Member of the Congress of Deputies
- Incumbent
- Assumed office 17 August 2023
- Constituency: Santa Cruz de Tenerife

Member of the Parliament of the Canary Islands
- In office 25 June 2019 – 2 August 2023
- Constituency: Tenerife

Member of the Cabildo Insular de Tenerife
- In office 1 July 2003 – 4 January 2017
- President: Ricardo Melchior Navarro

Personal details
- Born: Cristina Valido García 28 August 1969 (age 56) Las Palmas, Canary Islands, Spain
- Party: Canarian Coalition
- Alma mater: University of La Laguna
- Occupation: Businesswoman • Politician

= Cristina Valido García =

Spanish politician

Cristina Valido García (born 28 August 1969) is a member of Canarian Coalition who serves as the party's member of the Congress of Deputies since August 2023. Between 2017 and 2019, Valido served as the counselor of employment and politics in the government of the Canary Islands under President Fernando Clavijo Batlle.

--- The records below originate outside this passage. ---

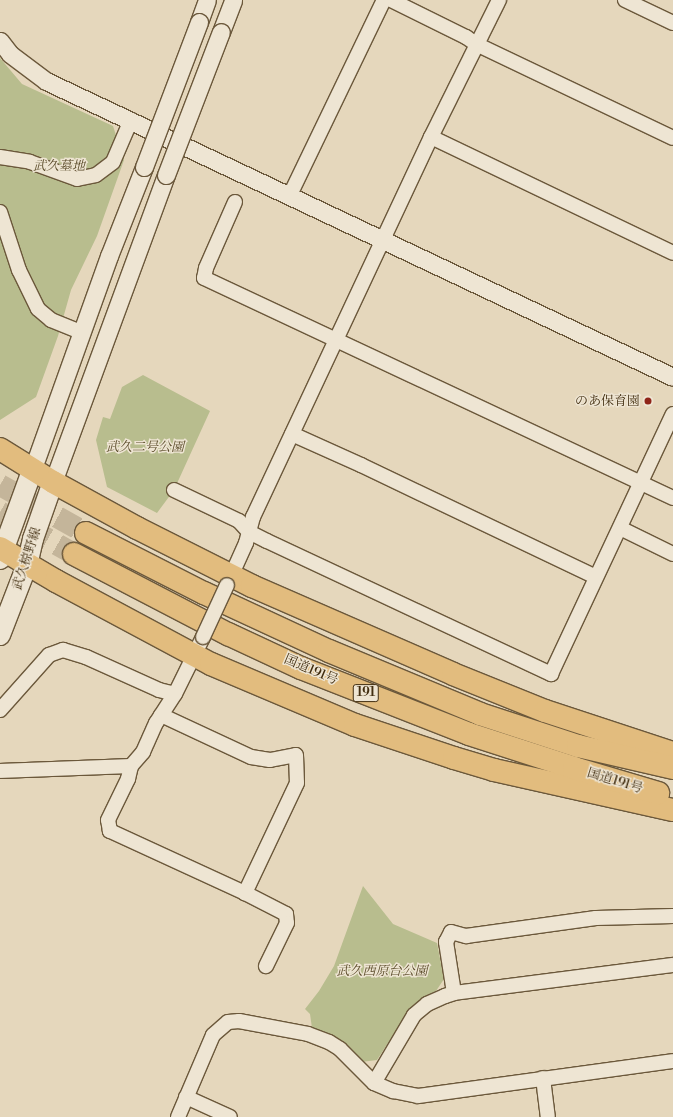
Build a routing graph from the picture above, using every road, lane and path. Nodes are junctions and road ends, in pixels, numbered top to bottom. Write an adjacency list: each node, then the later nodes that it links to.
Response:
1 (207, 0): 19 (street, bridge)
2 (233, 0): 26 (street, bridge)
3 (384, 0): 14 (street)
4 (390, 0): 9 (street)
5 (499, 0): 9 (street)
6 (625, 0): 7 (street)
7 (673, 23)
8 (0, 41): 10 (street)
9 (476, 44): 11 (street); 12 (street)
10 (131, 120): 13 (street); 14 (street)
11 (431, 137): 17 (street); 18 (street)
12 (673, 138)
13 (0, 158)
14 (290, 195): 17 (street)
15 (235, 202): 20 (street)
16 (0, 212): 19 (street)
17 (383, 239): 20 (street); 21 (street)
18 (673, 253)
19 (81, 332): 25 (street)
20 (337, 340): 23 (street); 27 (street)
21 (673, 377)
22 (673, 414): 27 (street)
23 (292, 434): 31 (street); 37 (street)
24 (0, 449): 25 (highway)
25 (32, 470): 26 (highway); 33 (main road, 武久椋野線)
26 (53, 482): 36 (main road, 武久椋野線); 38 (highway)
27 (641, 483): 29 (street); 30 (street)
28 (174, 490): 31 (street)
29 (673, 498)
30 (620, 528): 35 (street); 37 (street)
31 (249, 532): 37 (street); 38 (street)
32 (86, 533): 46 (highway, 国道191号 / 191)
33 (1, 553): 36 (highway)
34 (74, 554): 48 (highway, 国道191号 / 191)
35 (673, 554)
36 (27, 565): 39 (main road, 武久椋野線); 40 (highway)
37 (596, 577)
38 (229, 580): 40 (street, bridge); 44 (highway)
39 (0, 635)
40 (198, 646): 41 (street); 49 (highway)
41 (175, 694): 42 (street); 43 (street)
42 (0, 710)
43 (161, 715): 45 (street); 50 (street)
44 (673, 753)
45 (131, 766): 47 (street); 50 (street)
46 (673, 768)
47 (0, 771)
48 (673, 796)
49 (673, 810)
50 (245, 893): 53 (street)
51 (673, 916): 54 (street)
52 (673, 965): 54 (street)
53 (266, 966)
54 (454, 993): 57 (street)
55 (673, 1062): 56 (street)
56 (543, 1078): 57 (street); 61 (street)
57 (374, 1083): 58 (street)
58 (186, 1097): 59 (street); 60 (street)
59 (178, 1117)
60 (230, 1117)
61 (548, 1117)

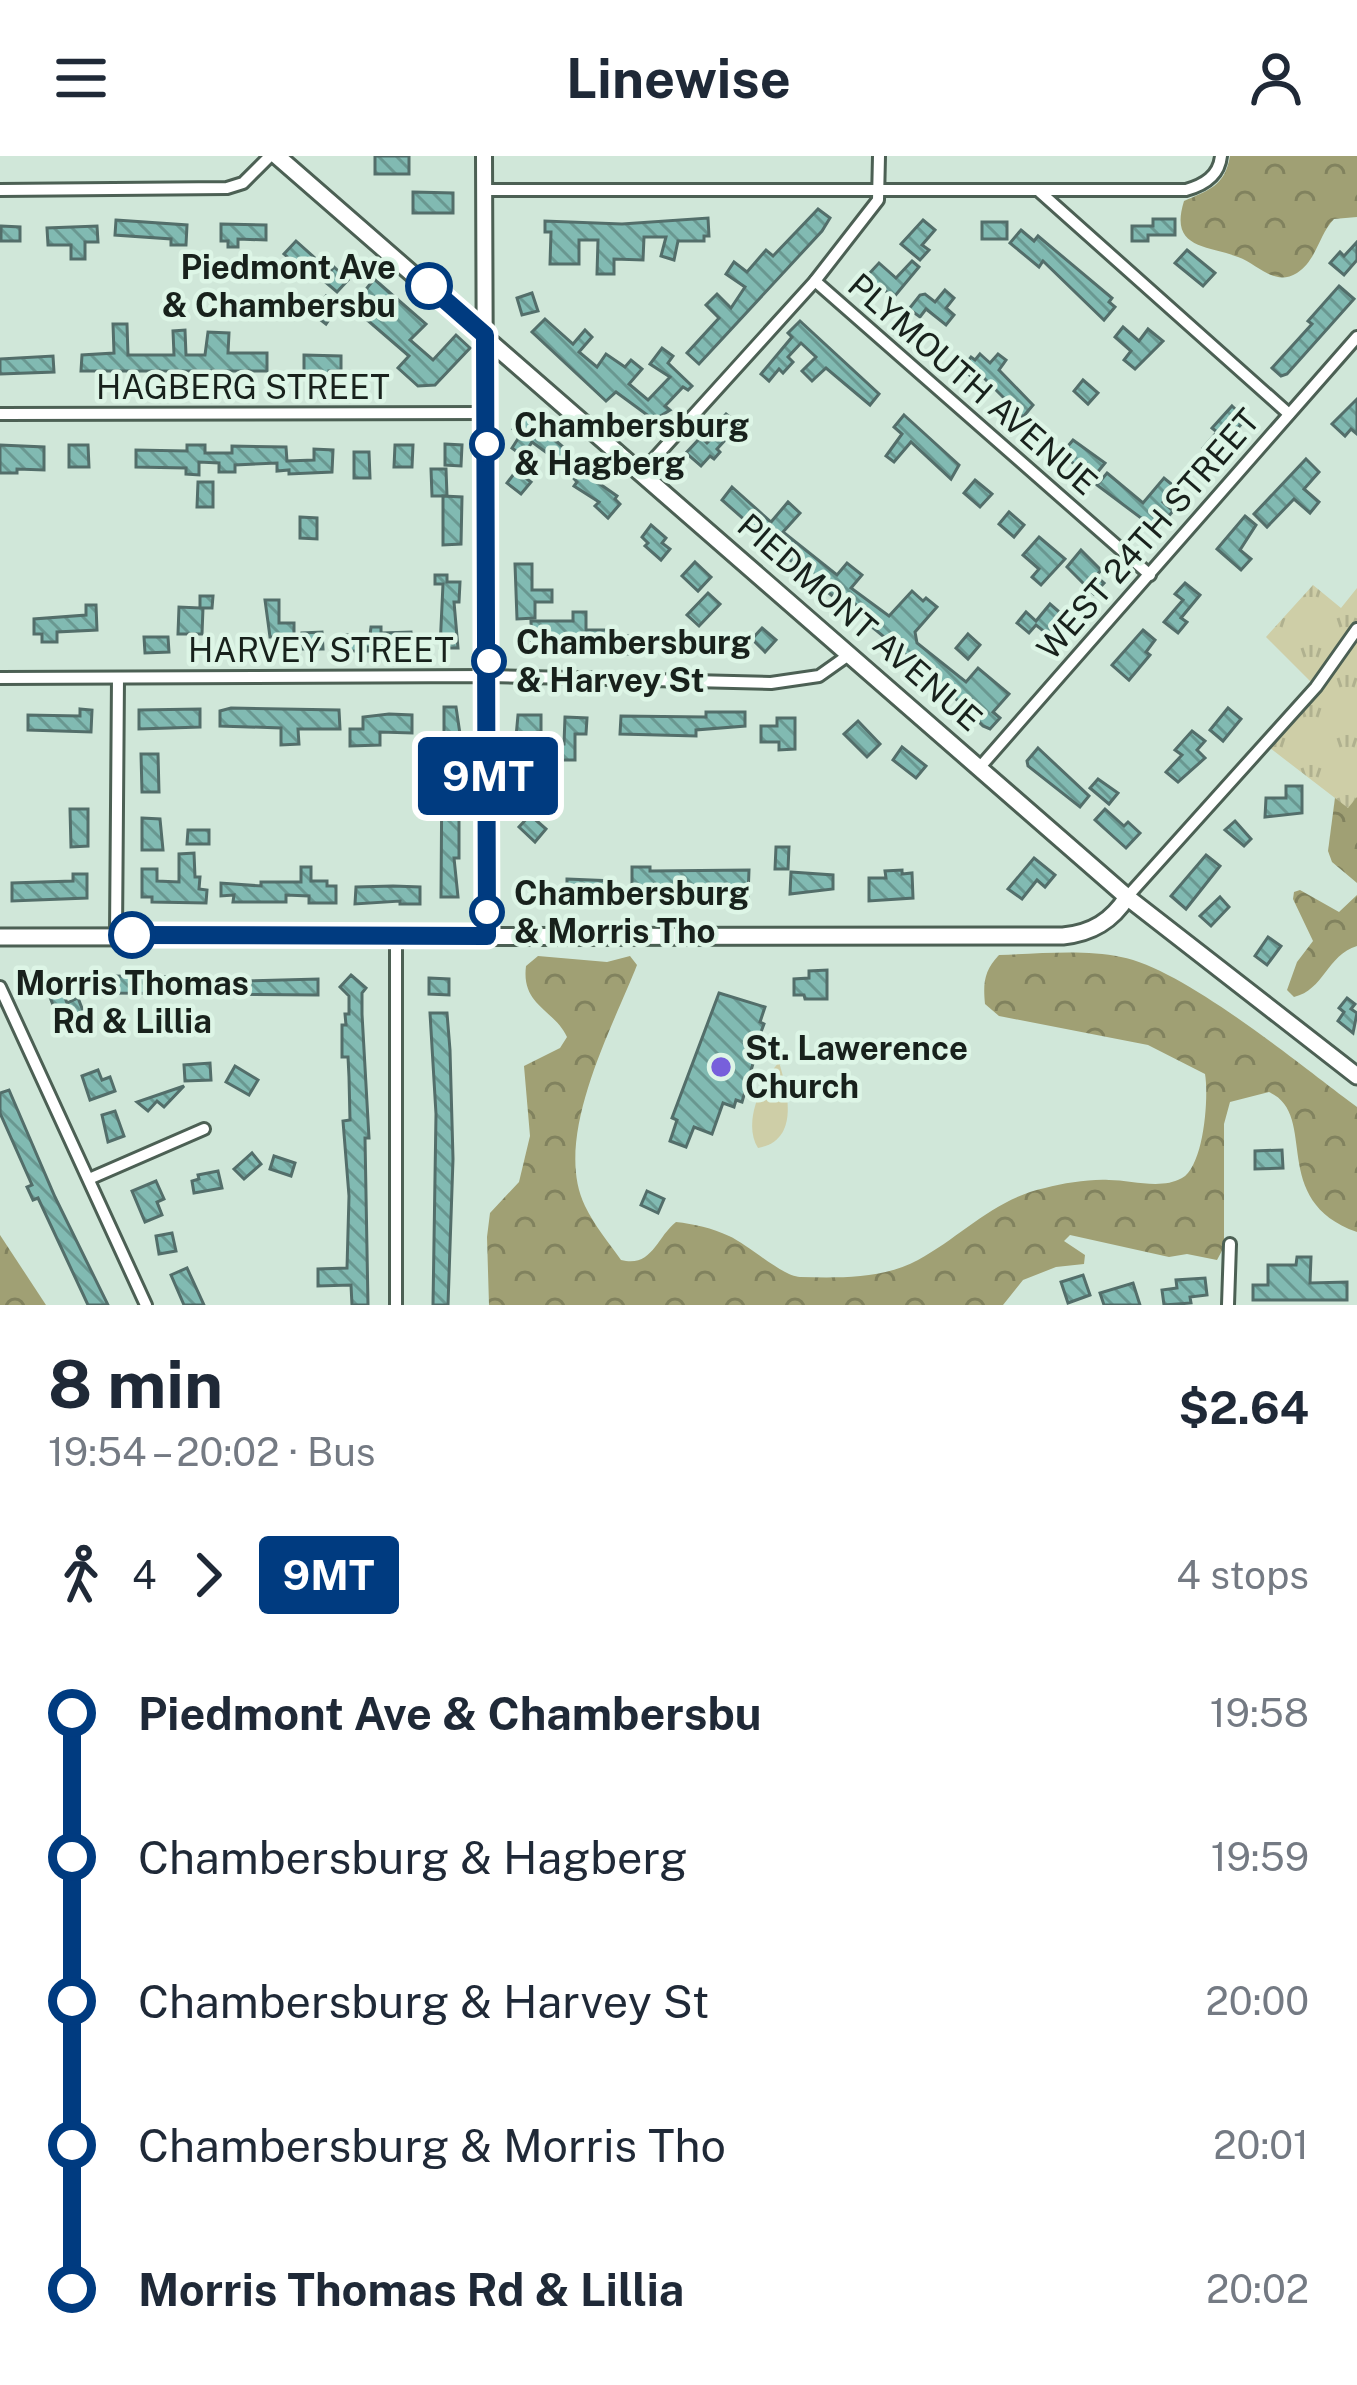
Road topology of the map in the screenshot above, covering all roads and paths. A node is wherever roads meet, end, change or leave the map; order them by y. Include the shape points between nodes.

On January 18 of 2024, Valido entered a controversy regarding her words on an amendment to the Spanish Constitution; the change removed the word "reduced" (disminuidos) from Article 49. During the deputy's subsequent speech, she apologized to people with disabilities, apologizing for the delay. This was met with criticism, as the Spanish word for delay is "retraso" and the derogatory word used against disabled individuals is "retrasado".